■ **TASK STATEMENT**
From the material below, give the number of lines that hold the string "Saintfield" and nothing further.

■ **INFORMATION SUPPLIED**
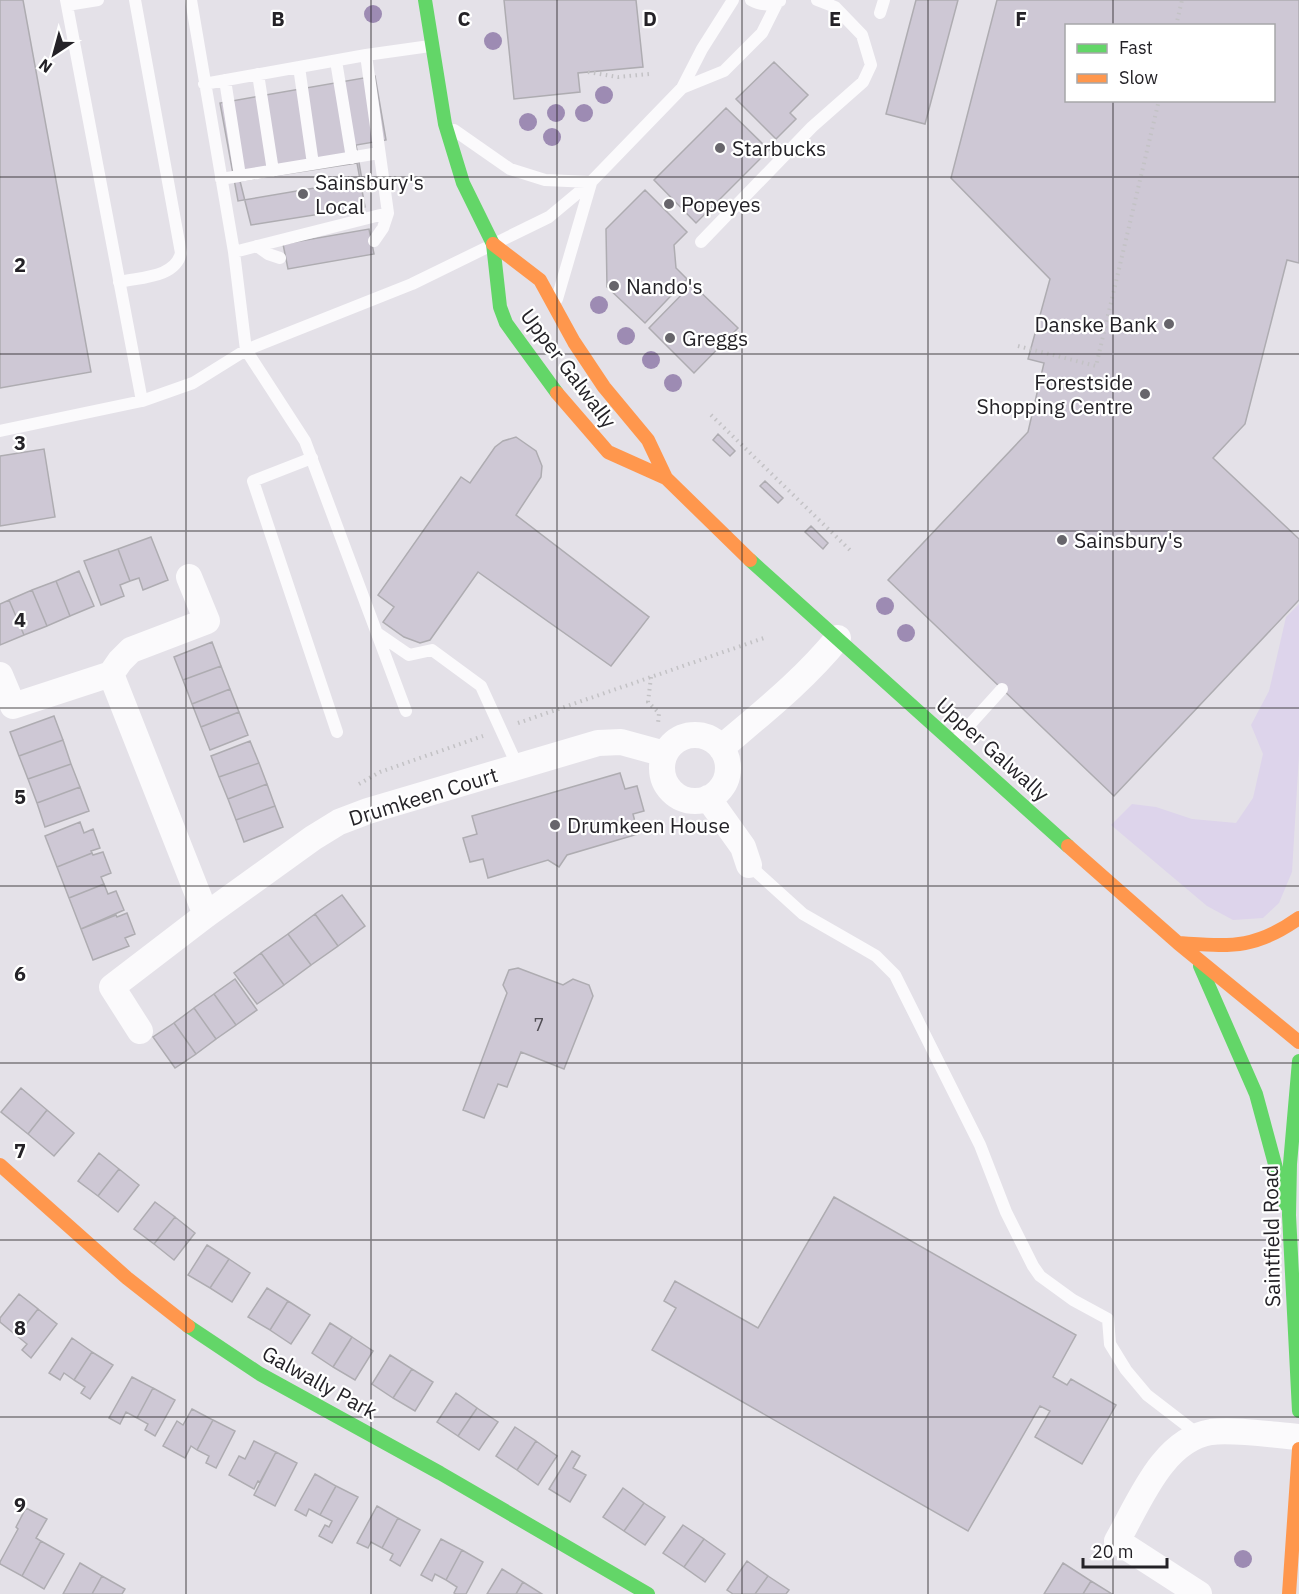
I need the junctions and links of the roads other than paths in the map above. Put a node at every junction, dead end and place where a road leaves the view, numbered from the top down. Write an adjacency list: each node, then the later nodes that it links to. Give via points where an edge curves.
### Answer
1 (98, 0): 9 (lane)
2 (135, 0): 35 (lane, via 181,253 174,267 165,272)
3 (191, 0): 18 (lane)
4 (733, 0): 19 (lane)
5 (751, 0): 8 (lane, via 758,4)
6 (816, 0): 30 (lane, via 835,8 862,35 871,65 863,82 806,134)
7 (884, 0): 11 (lane)
8 (779, 1): 19 (lane, via 762,33 724,71)
9 (67, 2): 35 (lane)
10 (428, 3): 12 (street, Upper Galwally)
11 (880, 13)
12 (431, 46): 13 (lane); 20 (street, Upper Galwally)
13 (366, 55): 14 (lane); 21 (lane)
14 (336, 61): 15 (lane); 22 (lane)
15 (299, 67): 16 (lane); 23 (lane)
16 (258, 74): 17 (lane); 24 (lane)
17 (225, 80): 18 (lane); 25 (lane)
18 (204, 84): 26 (lane)
19 (682, 88): 27 (lane)
20 (445, 124): 27 (lane, via 510,169 545,180); 31 (street, Upper Galwally, via 463,183)
21 (380, 153): 22 (lane); 28 (lane)
22 (352, 158): 23 (lane)
23 (313, 164): 24 (lane)
24 (273, 171): 25 (lane)
25 (240, 176): 26 (lane)
26 (221, 179): 33 (lane)
27 (591, 182): 31 (lane, via 549,217); 36 (lane)
28 (388, 213): 29 (lane); 32 (lane)
29 (374, 241)
30 (701, 242)
31 (493, 244): 36 (street, Upper Galwally, via 540,280); 37 (lane, via 412,284); 41 (street, Upper Galwally, via 500,307 506,323 552,386 608,452)
32 (257, 246): 33 (lane); 34 (lane)
33 (234, 252): 37 (lane)
34 (280, 258)
35 (119, 282): 38 (lane)
36 (555, 308): 41 (street, Upper Galwally, via 604,387 648,441)
37 (246, 350): 38 (lane, via 193,383); 40 (lane)
38 (142, 400): 39 (lane)
39 (0, 431)
40 (312, 458): 43 (lane); 49 (lane, via 253,481)
41 (666, 478): 44 (street, Upper Galwally, via 726,538)
42 (189, 577): 45 (street, via 207,621 131,650)
43 (377, 633): 48 (lane); 53 (lane, via 409,655 432,651 481,686)
44 (838, 638): 50 (street, Upper Galwally); 51 (street, via 791,688)
45 (111, 674): 46 (street, via 13,706); 56 (street)
46 (0, 675)
47 (1002, 689): 50 (lane)
48 (406, 711)
49 (337, 732)
50 (954, 742): 58 (street, Upper Galwally)
51 (721, 748): 52 (street, via 703,736 692,735 672,745); 54 (street, via 726,757 727,777)
52 (665, 754): 53 (street, Drumkeen Court, via 621,742 598,743); 54 (street, via 663,774 672,791 689,800)
53 (518, 766): 56 (street, Drumkeen Court, via 339,822)
54 (708, 798): 55 (street, via 742,847)
55 (749, 865): 68 (lane, via 803,914 870,952 895,975 980,1145 1006,1212 1033,1266 1040,1276 1073,1300 1108,1319 1110,1344 1126,1370 1147,1395)
56 (206, 915): 60 (street, Drumkeen Court, via 111,987)
57 (1299, 918): 58 (street, via 1271,936 1239,947)
58 (1178, 943): 59 (street, Upper Galwally)
59 (1197, 959): 61 (street, Upper Galwally); 64 (street, via 1256,1094)
60 (140, 1031)
61 (1299, 1042)
62 (1299, 1061): 64 (street, Saintfield Road)
63 (0, 1165): 71 (street, Galwally Park, via 127,1278 251,1368)
64 (1288, 1215): 66 (street, Saintfield Road)
65 (1299, 1268): 66 (street)
66 (1292, 1307): 67 (street, Saintfield Road)
67 (1299, 1411)
68 (1199, 1435): 69 (street, via 1214,1432); 72 (street, via 1170,1453 1117,1541)
69 (1299, 1437)
70 (1299, 1449): 73 (street)
71 (648, 1594)
72 (1200, 1594)
73 (1289, 1594)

■ **TASK RESPONSE**
3